Box Hill Institute
- Type: Technical and further education (TAFE)
- Established: January 25, 1984
- Affiliations: Centre for Adult Education
- CEO: Grant Radford
- Students: 40,000
- Location: Melbourne, Victoria, Australia
- Campus: Box Hill, Lilydale, Melbourne CBD; ;
- Website: www.boxhill.edu.au

= Box Hill Institute =

Educational institution in Melbourne, Australia

Box Hill Institute is a provider of vocational and higher education, situated in the eastern suburbs of Melbourne, Victoria. The institute operates across multiple campuses, including three in Box Hill (Elgar, Nelson, and Whitehorse), one in Lilydale (Lilydale Lakeside), and a city campus in Melbourne's central business district, where it is co-located with the Centre for Adult Education.

==History==
Box Hill Institute is the descendant of two Box Hill area technical schools.

"Box Hill Technical School for Girls and Women" was opened on the 4th of September 1924, having welcomed 65 Junior pupils some six months before. The girls primary studied domestic subjects like housewifery, cookery, millinery and dressmaking. Some girls also took courses like accounting and secretarial work.

On the 2nd of February 1943 the "Box Hill Technical School for Boys" was established because many boys in the eastern suburbs were being turned away from Swinburne Technical School. They studied subjects like sheetmetal work, technical drawing and carpentry.

Throughout the 1960s and 1970s both technical schools added post-secondary options like certificates in business studies and engineering. The Girls' Technical School started the first business certificate course in 1967.

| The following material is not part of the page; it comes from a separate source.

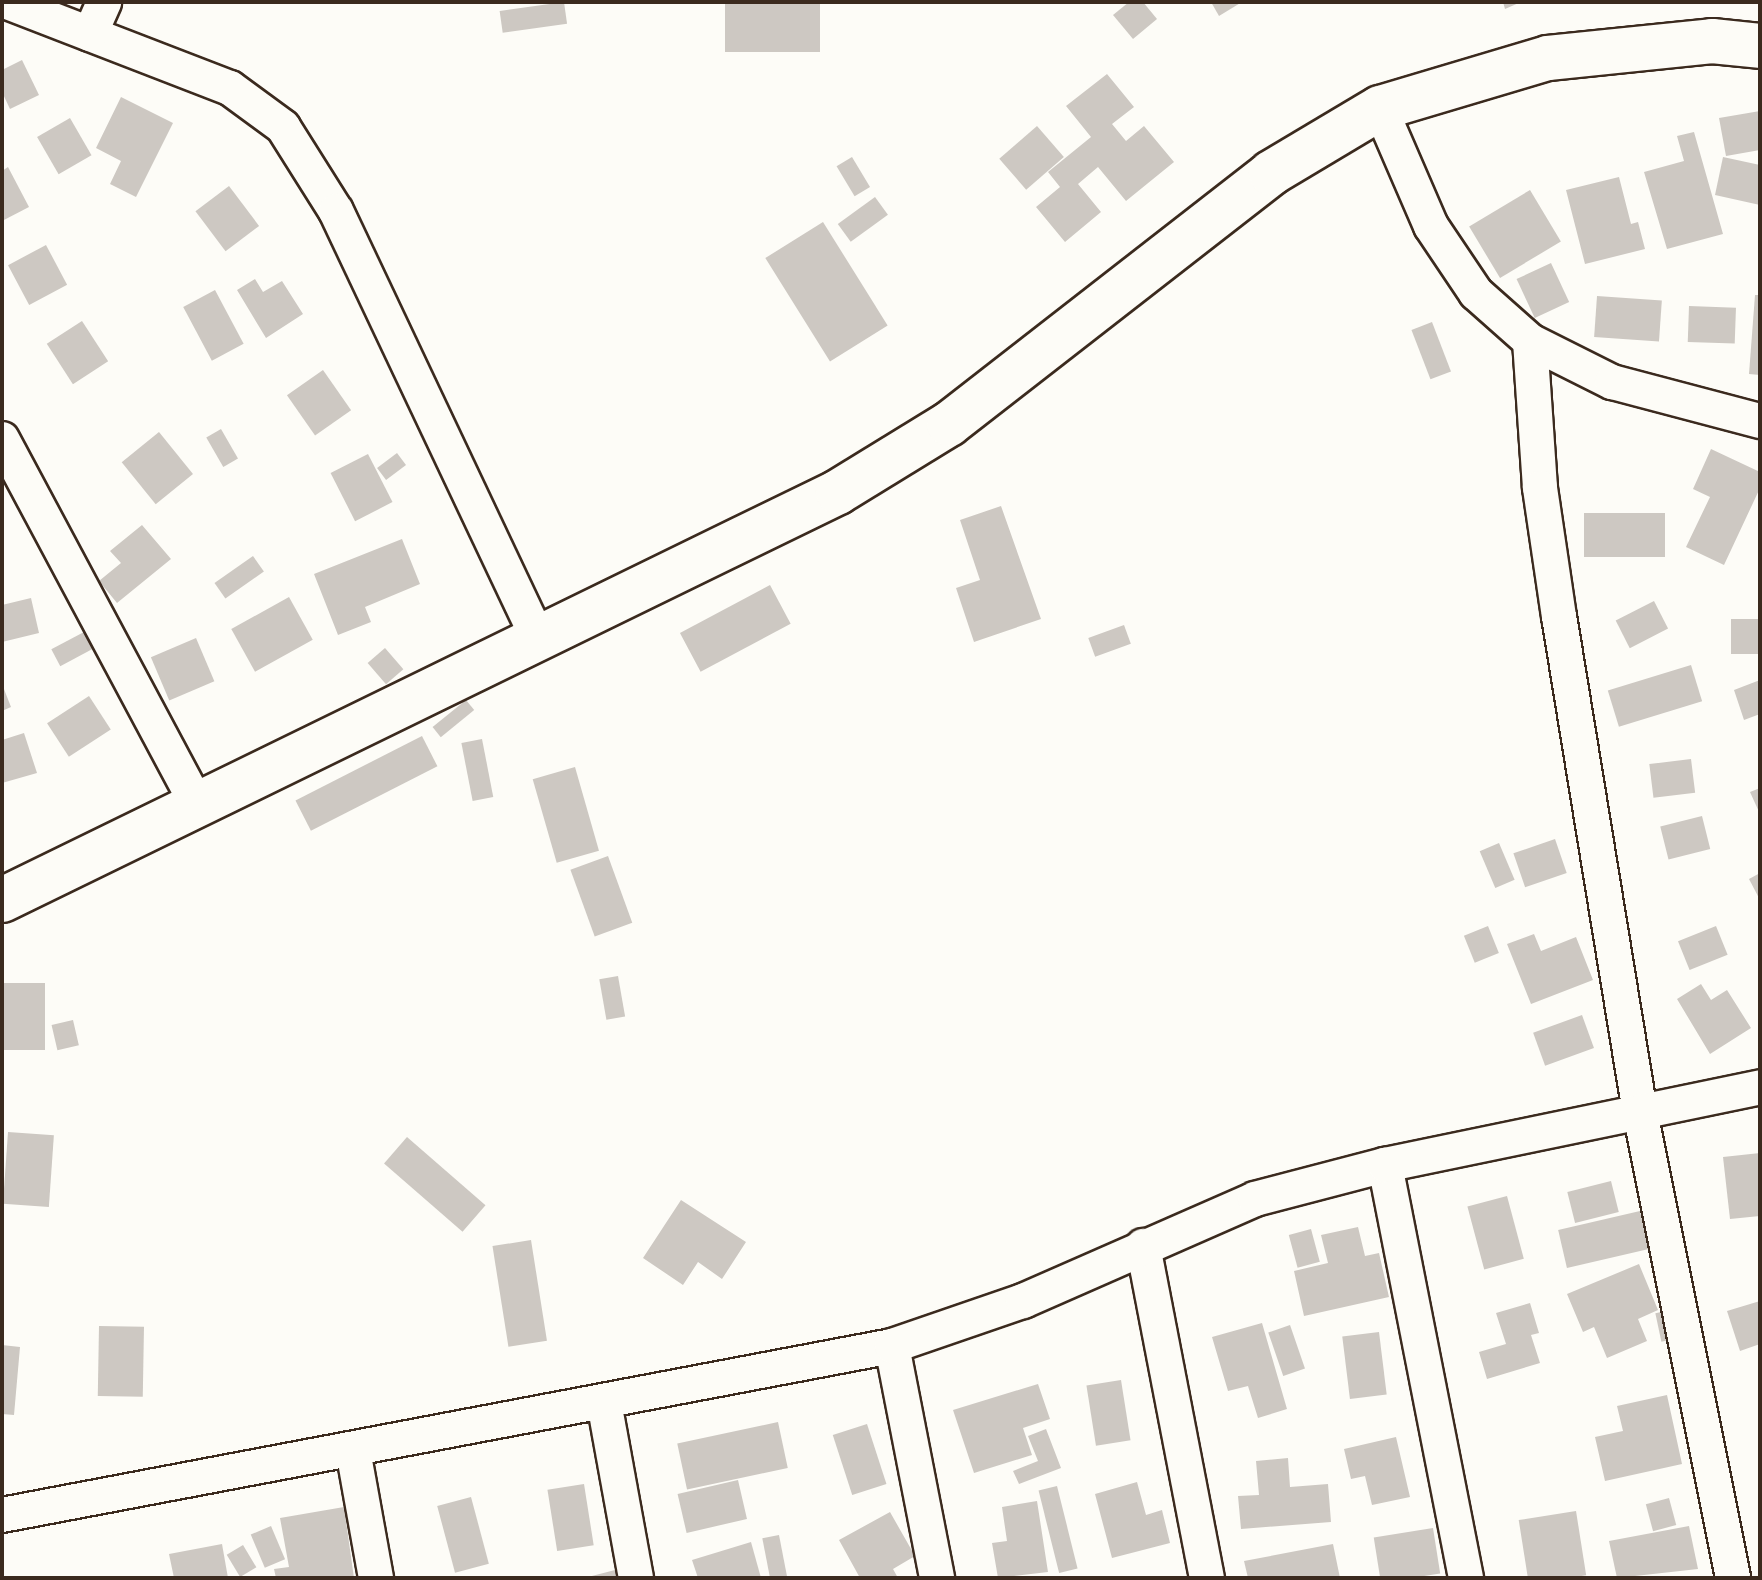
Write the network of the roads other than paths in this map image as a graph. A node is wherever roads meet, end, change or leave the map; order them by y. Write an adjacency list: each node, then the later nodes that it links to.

The Girls' Technical School was renamed "Whitehorse Technical School" in 1971. Around this time the Boys' Technical School separated its tertiary technical offerings from the secondary ones, the tertiary section becoming "Box Hill Technical School". Both schools were declared colleges of Technical and Further Education in late 1981.

On the 25th of January 1984, Whitehorse Technical School and Box Hill Technical School merged to become "Box Hill College of TAFE".

On the 12 September 1995, the Governor in Council approved orders to change the name of Box Hill College of TAFE to Box Hill Institute of TAFE. The college was renamed "Box Hill Institute" ten years later.

==Courses==

===Higher education===
Box Hill Institute offers a range of higher education courses at a Masters, Graduate, and Undergraduate level. It covers areas such as biotechnology, animal science, music, music business, fashion, business, IT and more.

===Vocational education===
Box Hill Institute offers a large range of vocational courses. It covers areas including hospitality, tourism, health, beauty, automotive, transport, carpentry, electrical, refrigeration, construction, plumbing, engineering, business, commerce, art, graphic design, dance, music, fashion, live production, English, English as an additional language, ELICOS, VPC, VM, VCE and more.

==Awards==
In 2015 Box Hill Institute won more than 20 awards, including Excellence in International Education at the Victorian Internal Education Awards.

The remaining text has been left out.